>>>

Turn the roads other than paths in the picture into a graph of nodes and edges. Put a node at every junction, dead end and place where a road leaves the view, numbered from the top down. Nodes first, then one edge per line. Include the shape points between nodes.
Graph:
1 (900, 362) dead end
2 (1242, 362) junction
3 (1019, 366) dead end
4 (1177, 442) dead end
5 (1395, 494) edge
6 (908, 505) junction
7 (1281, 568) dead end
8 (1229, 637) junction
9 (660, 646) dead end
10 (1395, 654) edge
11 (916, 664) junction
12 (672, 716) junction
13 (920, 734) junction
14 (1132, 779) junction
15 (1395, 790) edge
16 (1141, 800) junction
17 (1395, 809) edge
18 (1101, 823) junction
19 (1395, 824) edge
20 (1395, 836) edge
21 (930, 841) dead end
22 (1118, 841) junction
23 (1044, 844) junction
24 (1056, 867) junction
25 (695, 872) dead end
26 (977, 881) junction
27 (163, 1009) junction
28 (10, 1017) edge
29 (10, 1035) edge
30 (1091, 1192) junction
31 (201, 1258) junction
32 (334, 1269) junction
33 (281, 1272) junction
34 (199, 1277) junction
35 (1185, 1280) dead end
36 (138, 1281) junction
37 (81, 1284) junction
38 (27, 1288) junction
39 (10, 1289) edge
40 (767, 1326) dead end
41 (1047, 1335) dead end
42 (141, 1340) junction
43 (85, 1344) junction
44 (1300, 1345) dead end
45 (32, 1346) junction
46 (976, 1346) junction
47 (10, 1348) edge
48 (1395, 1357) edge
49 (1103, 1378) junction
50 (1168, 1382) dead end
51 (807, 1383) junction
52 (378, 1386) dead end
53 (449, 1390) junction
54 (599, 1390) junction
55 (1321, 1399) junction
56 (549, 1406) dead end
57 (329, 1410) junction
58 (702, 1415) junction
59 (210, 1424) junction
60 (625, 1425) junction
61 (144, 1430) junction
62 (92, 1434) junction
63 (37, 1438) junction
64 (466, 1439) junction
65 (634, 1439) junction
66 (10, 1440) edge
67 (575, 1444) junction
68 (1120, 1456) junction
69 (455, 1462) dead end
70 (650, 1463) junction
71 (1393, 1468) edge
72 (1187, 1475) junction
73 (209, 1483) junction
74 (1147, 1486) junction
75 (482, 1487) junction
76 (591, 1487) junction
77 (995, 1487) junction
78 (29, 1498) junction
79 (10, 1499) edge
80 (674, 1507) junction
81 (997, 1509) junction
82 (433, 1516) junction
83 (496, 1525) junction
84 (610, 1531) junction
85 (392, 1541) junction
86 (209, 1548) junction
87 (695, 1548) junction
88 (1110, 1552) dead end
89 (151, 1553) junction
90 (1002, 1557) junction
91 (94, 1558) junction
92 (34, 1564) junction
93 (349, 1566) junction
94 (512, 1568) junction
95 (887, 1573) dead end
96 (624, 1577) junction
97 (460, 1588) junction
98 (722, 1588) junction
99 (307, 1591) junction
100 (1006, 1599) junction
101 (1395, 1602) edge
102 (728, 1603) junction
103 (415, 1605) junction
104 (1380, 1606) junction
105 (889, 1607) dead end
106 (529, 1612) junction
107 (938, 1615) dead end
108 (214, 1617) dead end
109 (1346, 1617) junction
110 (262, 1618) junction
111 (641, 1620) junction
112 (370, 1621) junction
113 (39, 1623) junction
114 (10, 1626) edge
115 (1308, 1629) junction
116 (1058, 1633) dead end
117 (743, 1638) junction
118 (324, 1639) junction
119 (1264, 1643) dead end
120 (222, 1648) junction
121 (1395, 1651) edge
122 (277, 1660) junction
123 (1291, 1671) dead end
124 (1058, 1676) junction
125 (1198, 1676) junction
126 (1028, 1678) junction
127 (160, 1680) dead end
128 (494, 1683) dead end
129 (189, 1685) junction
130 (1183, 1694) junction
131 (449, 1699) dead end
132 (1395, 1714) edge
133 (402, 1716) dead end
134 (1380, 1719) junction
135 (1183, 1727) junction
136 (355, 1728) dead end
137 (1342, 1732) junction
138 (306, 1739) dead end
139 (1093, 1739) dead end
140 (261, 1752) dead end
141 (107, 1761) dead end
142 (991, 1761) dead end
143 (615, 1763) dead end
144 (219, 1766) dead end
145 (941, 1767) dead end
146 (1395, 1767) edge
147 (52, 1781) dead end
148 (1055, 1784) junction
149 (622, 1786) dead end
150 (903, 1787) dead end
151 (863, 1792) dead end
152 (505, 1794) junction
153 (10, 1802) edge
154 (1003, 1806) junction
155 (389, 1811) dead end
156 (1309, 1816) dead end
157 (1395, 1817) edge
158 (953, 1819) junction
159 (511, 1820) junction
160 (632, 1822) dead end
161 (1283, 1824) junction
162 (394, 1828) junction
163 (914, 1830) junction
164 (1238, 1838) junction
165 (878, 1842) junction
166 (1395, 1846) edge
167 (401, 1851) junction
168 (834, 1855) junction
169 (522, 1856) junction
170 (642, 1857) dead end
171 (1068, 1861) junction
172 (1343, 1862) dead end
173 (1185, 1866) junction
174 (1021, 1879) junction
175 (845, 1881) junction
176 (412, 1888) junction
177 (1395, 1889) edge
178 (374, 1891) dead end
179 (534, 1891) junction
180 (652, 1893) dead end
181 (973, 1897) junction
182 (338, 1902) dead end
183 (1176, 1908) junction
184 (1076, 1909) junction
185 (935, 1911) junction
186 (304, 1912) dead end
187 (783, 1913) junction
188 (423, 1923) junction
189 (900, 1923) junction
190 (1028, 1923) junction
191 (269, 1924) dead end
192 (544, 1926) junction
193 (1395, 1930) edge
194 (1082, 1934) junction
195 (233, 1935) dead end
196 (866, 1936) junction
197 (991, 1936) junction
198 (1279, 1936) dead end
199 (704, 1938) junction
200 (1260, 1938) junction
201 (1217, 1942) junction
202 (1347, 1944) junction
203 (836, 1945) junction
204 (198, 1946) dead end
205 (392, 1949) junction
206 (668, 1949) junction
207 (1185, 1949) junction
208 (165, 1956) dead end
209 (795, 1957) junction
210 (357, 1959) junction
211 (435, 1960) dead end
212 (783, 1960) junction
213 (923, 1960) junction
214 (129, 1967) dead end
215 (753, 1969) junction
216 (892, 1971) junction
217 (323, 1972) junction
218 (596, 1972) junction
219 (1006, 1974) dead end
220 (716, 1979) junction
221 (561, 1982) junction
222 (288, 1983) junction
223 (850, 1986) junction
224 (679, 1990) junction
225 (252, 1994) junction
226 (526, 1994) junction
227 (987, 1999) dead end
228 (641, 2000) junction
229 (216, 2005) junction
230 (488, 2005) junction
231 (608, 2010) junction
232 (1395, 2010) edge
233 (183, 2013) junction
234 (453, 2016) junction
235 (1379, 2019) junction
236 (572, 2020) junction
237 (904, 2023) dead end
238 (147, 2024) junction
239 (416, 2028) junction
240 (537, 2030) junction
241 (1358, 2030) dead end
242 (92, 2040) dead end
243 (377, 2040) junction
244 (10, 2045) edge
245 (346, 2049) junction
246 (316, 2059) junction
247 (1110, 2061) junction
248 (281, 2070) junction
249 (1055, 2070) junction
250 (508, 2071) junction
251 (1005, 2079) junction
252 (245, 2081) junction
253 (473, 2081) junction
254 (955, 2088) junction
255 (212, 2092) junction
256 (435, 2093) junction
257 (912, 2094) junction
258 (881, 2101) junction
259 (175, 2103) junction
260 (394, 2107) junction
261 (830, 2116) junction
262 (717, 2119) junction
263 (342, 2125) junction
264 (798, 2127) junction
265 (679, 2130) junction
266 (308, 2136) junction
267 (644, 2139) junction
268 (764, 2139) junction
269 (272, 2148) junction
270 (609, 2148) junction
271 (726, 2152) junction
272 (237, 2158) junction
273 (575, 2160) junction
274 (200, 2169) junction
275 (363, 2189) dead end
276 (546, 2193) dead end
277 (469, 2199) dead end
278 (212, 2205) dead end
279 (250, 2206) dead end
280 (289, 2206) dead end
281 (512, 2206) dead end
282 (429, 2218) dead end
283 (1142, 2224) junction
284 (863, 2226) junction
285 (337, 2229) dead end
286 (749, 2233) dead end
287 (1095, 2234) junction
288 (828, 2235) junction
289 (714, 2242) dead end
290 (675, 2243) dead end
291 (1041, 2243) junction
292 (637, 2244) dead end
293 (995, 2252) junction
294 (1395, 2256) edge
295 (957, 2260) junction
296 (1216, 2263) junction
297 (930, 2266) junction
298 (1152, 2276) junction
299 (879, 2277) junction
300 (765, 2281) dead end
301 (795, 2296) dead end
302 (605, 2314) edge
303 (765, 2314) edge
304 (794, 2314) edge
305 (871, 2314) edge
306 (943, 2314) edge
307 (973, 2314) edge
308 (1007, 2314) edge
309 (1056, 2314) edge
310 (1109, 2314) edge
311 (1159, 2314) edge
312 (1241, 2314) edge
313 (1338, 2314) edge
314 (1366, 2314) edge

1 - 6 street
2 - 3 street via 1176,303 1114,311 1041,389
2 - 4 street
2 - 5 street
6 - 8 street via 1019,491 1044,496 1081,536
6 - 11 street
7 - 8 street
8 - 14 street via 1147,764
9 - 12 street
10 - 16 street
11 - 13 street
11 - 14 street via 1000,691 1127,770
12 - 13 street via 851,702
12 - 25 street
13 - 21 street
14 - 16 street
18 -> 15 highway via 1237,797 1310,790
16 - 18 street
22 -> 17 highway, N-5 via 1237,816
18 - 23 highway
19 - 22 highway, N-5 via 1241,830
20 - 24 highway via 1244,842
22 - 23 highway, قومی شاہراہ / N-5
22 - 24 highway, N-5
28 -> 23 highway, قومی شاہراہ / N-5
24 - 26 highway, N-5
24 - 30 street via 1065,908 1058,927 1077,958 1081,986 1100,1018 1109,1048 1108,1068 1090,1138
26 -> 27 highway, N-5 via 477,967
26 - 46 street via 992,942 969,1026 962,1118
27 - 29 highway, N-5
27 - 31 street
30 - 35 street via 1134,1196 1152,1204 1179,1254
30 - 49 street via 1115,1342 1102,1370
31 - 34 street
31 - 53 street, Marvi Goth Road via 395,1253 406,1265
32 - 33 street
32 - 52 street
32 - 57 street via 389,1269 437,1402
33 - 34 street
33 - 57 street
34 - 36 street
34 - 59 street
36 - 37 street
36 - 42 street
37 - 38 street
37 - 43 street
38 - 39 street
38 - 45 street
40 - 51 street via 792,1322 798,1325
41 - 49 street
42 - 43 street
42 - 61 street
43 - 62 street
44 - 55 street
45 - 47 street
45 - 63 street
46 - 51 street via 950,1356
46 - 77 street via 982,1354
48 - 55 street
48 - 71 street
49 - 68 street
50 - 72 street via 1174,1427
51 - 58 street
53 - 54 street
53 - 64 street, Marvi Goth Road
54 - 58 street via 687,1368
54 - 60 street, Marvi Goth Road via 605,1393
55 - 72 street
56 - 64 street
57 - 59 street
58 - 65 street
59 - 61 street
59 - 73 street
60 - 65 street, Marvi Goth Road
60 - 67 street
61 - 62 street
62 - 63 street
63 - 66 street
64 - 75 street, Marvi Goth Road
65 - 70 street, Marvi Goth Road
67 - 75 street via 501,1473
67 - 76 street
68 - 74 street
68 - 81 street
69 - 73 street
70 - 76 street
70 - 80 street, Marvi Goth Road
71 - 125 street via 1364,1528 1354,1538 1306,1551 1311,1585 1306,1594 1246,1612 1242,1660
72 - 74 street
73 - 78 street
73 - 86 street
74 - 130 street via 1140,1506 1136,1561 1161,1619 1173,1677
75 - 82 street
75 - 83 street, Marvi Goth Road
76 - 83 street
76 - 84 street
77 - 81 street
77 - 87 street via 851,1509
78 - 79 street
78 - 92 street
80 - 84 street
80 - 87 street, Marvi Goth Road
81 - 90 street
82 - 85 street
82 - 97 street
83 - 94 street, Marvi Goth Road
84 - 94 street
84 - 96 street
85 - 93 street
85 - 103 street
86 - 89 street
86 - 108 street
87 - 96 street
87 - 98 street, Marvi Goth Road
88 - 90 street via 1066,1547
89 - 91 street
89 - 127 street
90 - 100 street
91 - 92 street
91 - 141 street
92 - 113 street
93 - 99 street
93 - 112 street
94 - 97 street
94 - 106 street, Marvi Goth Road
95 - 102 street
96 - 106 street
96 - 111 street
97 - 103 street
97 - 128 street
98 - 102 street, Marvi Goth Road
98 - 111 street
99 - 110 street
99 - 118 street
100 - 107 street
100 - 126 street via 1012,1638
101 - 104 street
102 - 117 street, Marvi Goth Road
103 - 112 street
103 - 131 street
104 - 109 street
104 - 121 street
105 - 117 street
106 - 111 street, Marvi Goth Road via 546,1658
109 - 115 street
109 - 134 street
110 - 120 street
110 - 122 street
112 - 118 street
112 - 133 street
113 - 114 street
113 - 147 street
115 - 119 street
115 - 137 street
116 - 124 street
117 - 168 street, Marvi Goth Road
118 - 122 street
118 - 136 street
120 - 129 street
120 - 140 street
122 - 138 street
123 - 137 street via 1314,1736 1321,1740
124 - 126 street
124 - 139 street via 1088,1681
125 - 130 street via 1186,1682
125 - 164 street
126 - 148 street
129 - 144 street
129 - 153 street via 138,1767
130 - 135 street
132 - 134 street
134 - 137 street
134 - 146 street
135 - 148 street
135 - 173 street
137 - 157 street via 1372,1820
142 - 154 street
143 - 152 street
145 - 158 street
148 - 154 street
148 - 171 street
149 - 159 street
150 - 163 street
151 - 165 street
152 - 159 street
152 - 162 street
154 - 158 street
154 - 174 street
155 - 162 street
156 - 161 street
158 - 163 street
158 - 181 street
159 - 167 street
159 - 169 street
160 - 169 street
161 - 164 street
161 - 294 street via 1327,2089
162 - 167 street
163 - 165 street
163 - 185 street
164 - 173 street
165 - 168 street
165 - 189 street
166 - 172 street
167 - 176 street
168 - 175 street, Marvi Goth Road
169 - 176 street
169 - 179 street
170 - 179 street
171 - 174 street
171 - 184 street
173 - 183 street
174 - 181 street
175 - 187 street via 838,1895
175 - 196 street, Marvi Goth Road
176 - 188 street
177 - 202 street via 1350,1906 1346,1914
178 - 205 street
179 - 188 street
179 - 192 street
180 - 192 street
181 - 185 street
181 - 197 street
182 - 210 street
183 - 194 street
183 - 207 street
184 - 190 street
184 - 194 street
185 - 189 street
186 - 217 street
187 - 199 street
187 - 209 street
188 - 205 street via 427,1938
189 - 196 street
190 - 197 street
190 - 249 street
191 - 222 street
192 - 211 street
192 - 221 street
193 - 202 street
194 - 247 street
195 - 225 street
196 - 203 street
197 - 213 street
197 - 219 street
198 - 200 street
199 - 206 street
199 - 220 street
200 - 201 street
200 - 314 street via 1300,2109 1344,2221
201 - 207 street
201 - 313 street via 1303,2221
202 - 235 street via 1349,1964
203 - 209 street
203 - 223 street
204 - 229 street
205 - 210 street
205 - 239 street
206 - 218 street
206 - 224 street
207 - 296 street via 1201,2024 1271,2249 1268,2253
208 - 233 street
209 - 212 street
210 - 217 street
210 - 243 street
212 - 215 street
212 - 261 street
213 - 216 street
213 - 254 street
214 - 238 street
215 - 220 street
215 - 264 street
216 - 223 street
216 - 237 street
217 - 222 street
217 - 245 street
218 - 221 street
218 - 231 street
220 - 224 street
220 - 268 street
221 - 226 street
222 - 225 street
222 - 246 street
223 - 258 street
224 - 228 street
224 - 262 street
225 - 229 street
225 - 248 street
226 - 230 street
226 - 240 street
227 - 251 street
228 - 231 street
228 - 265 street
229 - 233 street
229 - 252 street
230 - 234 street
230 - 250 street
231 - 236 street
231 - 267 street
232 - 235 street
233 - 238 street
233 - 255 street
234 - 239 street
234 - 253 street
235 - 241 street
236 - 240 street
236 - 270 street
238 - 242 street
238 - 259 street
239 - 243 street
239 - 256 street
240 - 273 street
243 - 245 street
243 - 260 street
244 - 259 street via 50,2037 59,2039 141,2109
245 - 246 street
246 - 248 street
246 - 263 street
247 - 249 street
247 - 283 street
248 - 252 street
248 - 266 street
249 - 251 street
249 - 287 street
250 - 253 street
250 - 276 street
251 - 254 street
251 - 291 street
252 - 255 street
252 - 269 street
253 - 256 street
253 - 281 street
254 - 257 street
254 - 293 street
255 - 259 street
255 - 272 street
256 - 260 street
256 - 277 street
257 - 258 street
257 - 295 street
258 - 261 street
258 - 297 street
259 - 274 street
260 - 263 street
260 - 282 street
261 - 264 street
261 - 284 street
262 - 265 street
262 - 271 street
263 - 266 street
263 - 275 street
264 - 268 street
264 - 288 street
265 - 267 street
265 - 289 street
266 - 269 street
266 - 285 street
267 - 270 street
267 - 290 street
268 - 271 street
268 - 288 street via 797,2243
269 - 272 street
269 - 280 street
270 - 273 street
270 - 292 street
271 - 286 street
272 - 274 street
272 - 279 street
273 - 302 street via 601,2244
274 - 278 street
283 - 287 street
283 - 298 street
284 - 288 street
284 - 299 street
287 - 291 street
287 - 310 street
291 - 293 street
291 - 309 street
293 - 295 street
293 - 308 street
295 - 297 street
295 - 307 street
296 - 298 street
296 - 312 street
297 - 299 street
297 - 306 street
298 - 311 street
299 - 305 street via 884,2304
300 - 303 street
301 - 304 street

<<<

### Task description
This task calls for each line of the material that contains "شاہراہ".

### Task response
22 - 23 highway, قومی شاہراہ / N-5
28 -> 23 highway, قومی شاہراہ / N-5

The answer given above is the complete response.